Dataset entries:

==========

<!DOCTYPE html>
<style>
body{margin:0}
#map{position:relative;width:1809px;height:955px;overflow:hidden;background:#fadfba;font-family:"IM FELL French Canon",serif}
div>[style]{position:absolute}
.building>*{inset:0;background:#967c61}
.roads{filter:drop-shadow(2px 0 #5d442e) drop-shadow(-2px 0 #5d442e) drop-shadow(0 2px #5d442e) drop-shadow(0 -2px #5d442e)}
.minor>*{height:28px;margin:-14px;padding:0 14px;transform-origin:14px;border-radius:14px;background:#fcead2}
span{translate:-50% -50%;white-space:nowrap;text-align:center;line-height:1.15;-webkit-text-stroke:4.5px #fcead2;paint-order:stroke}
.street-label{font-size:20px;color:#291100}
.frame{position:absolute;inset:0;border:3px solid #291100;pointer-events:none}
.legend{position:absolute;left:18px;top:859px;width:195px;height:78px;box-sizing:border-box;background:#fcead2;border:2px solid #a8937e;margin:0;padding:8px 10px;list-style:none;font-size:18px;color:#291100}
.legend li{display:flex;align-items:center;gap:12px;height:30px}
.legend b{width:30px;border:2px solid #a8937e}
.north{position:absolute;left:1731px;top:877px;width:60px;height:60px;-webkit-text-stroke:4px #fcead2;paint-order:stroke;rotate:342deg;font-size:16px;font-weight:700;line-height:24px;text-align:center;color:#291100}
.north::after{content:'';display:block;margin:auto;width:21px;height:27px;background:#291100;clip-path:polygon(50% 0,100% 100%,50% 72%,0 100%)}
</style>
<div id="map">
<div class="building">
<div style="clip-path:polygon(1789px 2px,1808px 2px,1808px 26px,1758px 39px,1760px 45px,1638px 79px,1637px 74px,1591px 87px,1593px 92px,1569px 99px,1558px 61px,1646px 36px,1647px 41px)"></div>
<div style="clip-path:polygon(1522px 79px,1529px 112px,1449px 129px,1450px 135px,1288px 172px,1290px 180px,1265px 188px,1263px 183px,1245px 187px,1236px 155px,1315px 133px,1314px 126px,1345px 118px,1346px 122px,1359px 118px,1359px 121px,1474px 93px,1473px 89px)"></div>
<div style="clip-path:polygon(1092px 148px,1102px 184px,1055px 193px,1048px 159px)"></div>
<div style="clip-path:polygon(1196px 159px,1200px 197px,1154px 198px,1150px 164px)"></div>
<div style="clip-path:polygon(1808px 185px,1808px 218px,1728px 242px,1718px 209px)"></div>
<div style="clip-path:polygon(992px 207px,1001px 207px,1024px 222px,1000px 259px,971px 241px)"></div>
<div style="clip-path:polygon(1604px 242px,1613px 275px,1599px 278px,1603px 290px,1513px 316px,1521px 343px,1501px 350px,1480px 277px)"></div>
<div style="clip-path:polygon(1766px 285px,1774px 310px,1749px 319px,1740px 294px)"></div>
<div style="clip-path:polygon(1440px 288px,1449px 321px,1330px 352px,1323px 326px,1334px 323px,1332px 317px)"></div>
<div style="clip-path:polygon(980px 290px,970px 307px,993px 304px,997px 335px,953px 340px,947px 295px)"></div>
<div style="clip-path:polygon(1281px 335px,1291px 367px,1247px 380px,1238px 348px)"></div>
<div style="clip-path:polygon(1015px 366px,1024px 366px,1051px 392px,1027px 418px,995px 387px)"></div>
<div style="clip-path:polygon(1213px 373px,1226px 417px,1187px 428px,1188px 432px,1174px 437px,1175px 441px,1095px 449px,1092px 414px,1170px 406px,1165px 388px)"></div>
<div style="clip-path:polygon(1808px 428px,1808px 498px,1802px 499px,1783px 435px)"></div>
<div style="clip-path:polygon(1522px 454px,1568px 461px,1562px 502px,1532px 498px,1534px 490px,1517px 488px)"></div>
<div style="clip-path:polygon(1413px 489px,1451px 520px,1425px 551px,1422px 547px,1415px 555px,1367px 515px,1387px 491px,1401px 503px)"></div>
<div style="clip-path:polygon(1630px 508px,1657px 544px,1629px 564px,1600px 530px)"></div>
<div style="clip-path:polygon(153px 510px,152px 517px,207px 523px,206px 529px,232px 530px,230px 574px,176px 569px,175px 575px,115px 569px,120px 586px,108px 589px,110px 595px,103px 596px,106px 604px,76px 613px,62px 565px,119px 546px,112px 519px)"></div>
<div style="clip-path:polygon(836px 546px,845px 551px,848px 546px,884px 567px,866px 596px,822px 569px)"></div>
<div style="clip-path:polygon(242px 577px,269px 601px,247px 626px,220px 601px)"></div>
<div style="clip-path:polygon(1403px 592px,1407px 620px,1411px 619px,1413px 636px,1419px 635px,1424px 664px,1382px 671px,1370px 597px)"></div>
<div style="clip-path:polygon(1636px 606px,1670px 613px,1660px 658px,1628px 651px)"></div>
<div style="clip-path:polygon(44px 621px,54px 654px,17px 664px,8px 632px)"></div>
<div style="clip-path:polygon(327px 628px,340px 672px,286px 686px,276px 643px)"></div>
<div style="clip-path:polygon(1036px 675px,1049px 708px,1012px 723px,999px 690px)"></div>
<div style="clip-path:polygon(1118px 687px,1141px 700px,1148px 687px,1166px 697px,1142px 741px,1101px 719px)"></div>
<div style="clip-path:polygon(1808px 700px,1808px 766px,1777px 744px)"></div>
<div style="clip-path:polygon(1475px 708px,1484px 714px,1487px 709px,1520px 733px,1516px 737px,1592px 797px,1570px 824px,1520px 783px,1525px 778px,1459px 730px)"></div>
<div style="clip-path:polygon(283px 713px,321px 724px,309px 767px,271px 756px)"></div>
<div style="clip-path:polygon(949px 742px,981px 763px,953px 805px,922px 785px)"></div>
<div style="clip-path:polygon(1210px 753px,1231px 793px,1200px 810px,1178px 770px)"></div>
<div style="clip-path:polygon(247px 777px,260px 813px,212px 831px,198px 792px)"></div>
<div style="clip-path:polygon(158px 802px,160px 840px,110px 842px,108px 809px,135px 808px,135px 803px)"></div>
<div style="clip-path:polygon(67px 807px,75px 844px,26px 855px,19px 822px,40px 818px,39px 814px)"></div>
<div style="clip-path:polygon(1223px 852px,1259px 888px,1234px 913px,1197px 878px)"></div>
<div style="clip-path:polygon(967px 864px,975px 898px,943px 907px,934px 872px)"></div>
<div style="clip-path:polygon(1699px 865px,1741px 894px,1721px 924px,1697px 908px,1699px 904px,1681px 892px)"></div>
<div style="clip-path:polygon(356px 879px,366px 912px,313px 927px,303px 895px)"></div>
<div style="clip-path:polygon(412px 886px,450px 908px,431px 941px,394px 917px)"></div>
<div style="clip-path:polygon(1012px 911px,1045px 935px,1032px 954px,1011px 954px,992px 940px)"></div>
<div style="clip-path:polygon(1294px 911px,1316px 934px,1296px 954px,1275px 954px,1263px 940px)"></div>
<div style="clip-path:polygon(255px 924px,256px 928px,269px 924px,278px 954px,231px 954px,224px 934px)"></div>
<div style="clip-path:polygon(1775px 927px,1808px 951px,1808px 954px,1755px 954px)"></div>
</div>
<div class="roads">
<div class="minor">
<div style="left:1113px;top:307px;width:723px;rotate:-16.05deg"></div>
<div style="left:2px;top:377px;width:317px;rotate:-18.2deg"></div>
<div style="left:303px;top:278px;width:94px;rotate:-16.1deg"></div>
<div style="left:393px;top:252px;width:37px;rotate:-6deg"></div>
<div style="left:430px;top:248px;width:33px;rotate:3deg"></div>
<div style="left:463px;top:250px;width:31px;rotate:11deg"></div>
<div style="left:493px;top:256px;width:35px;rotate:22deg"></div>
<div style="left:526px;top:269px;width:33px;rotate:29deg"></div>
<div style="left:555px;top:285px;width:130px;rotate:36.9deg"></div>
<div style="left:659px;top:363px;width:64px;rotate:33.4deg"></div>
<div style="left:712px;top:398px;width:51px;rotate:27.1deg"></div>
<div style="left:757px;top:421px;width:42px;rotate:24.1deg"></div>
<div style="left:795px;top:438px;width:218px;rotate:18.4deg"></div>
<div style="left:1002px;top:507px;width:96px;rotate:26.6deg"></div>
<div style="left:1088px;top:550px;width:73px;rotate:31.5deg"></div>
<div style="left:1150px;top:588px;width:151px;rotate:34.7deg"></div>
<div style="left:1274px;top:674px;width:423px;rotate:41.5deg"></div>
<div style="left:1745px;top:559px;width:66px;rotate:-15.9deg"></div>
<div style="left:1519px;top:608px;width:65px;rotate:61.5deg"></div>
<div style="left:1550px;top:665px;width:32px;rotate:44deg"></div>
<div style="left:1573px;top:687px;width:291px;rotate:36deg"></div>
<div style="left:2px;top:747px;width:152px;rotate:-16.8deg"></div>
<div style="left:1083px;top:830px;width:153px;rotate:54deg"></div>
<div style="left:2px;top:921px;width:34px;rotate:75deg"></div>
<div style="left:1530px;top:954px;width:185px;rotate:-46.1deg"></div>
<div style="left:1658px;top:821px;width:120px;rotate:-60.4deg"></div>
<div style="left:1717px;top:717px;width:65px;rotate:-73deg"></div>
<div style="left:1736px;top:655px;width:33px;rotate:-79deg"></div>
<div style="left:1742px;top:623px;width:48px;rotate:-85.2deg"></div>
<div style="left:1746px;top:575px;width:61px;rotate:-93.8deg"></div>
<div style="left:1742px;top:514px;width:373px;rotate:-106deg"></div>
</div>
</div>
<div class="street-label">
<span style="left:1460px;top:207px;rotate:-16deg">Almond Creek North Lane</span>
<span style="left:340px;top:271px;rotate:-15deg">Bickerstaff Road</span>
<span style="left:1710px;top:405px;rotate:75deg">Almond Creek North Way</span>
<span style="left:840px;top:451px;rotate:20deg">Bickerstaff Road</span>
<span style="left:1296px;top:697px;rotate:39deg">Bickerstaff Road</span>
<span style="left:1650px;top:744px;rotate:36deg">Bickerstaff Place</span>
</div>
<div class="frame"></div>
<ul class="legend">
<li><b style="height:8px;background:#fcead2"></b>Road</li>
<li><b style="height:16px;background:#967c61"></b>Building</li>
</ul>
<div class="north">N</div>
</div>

==========

EXERCISE BRIEF >>
Taking the entries from their first line through the line with "0 #5d442e) drop-shadow(-2px", inclusive, restate each line word for word and give nothing else.

SOLUTION TO THIS PROBLEM >>
<!DOCTYPE html>
<style>
body{margin:0}
#map{position:relative;width:1809px;height:955px;overflow:hidden;background:#fadfba;font-family:"IM FELL French Canon",serif}
div>[style]{position:absolute}
.building>*{inset:0;background:#967c61}
.roads{filter:drop-shadow(2px 0 #5d442e) drop-shadow(-2px 0 #5d442e) drop-shadow(0 2px #5d442e) drop-shadow(0 -2px #5d442e)}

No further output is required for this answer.